Indonesian songwriter, director, and politician

Erros Djarot (born 22 July 1950) is an Indonesian songwriter, director and politician. Beginning his music career with the soundtrack of Kawin Lari in 1976, Djarot became famous with the success of Badai Pasti Berlalu and its soundtrack album. In 1988, he directed Tjoet Nja' Dhien which received nine Citra Awards and was Indonesia's submission to the 62nd Academy Awards for the Academy Award for Best Foreign Language Film. In the late 1990s, Djarot entered politics, later forming the Bung Karno National Party in 2002.

==Biography==
Djarot was born in Rangkasbitung, Banten on 22 July 1950. He attended elementary and junior high school in Yogyakarta, where he became active with the student organization Gerakan Siswa Nasional Indonesia. He then attended senior high school in Belitung, South Sumatra. In 1969, he went to Cologne, West Germany to study Industrial Engineering at the Cologne University of Applied Sciences.

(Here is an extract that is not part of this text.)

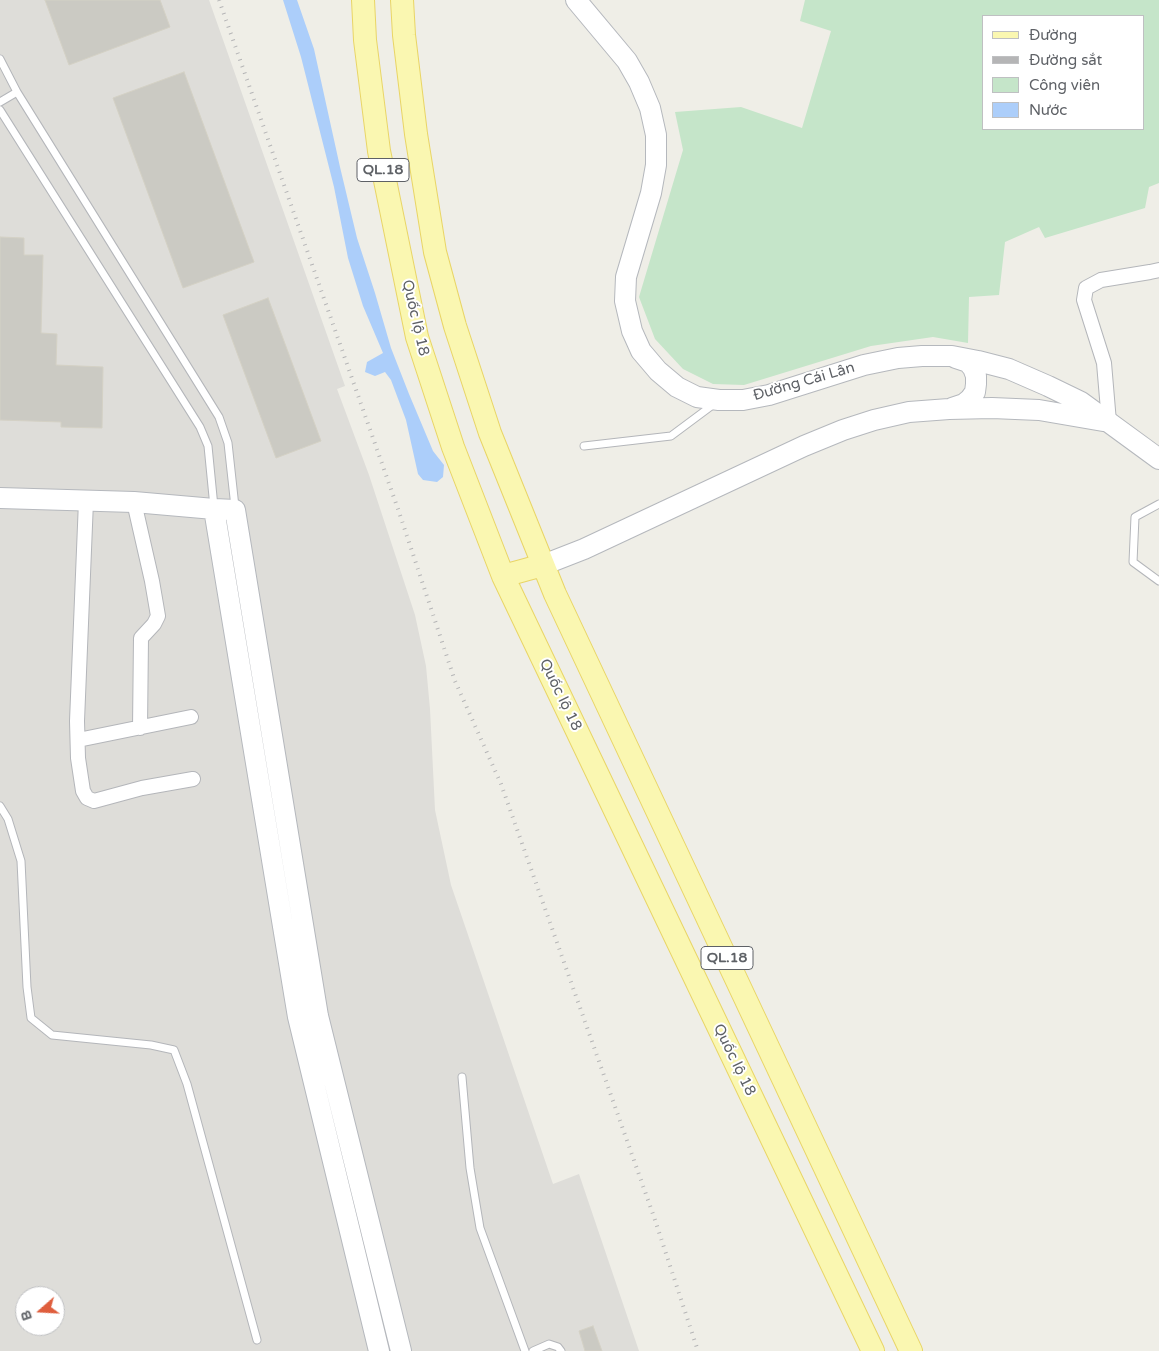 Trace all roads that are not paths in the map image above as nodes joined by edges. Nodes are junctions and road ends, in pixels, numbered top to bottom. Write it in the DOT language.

In 1975, Djarot returned to Indonesia and formed the music group Barong. The following year, the American Embassy offered Djarot a chance to study at the London International Film School.

Djarot later became a soundtrack composer, working on films such as Kawin Lari (Elope, 1976), Badai Pasti Berlalu (The Storm Will Surely Pass, 1977), Usia 18 (Age of Eighteen, 1981), Ponirah Terpidana (The Convicted Ponirah, 1984), and Secangkir Kopi Pahit (A Cup of Bitter Coffee, 1986). Of these, his most popular was Badai Pasti Berlalu, which was released to critical acclaim, earning Djarot an award at the Indonesian Film Festival for Best Original Score; the soundtrack album of the same name, made under Djarot's direction, was eventually selected by Rolling Stone Indonesia as the best Indonesian album of all time.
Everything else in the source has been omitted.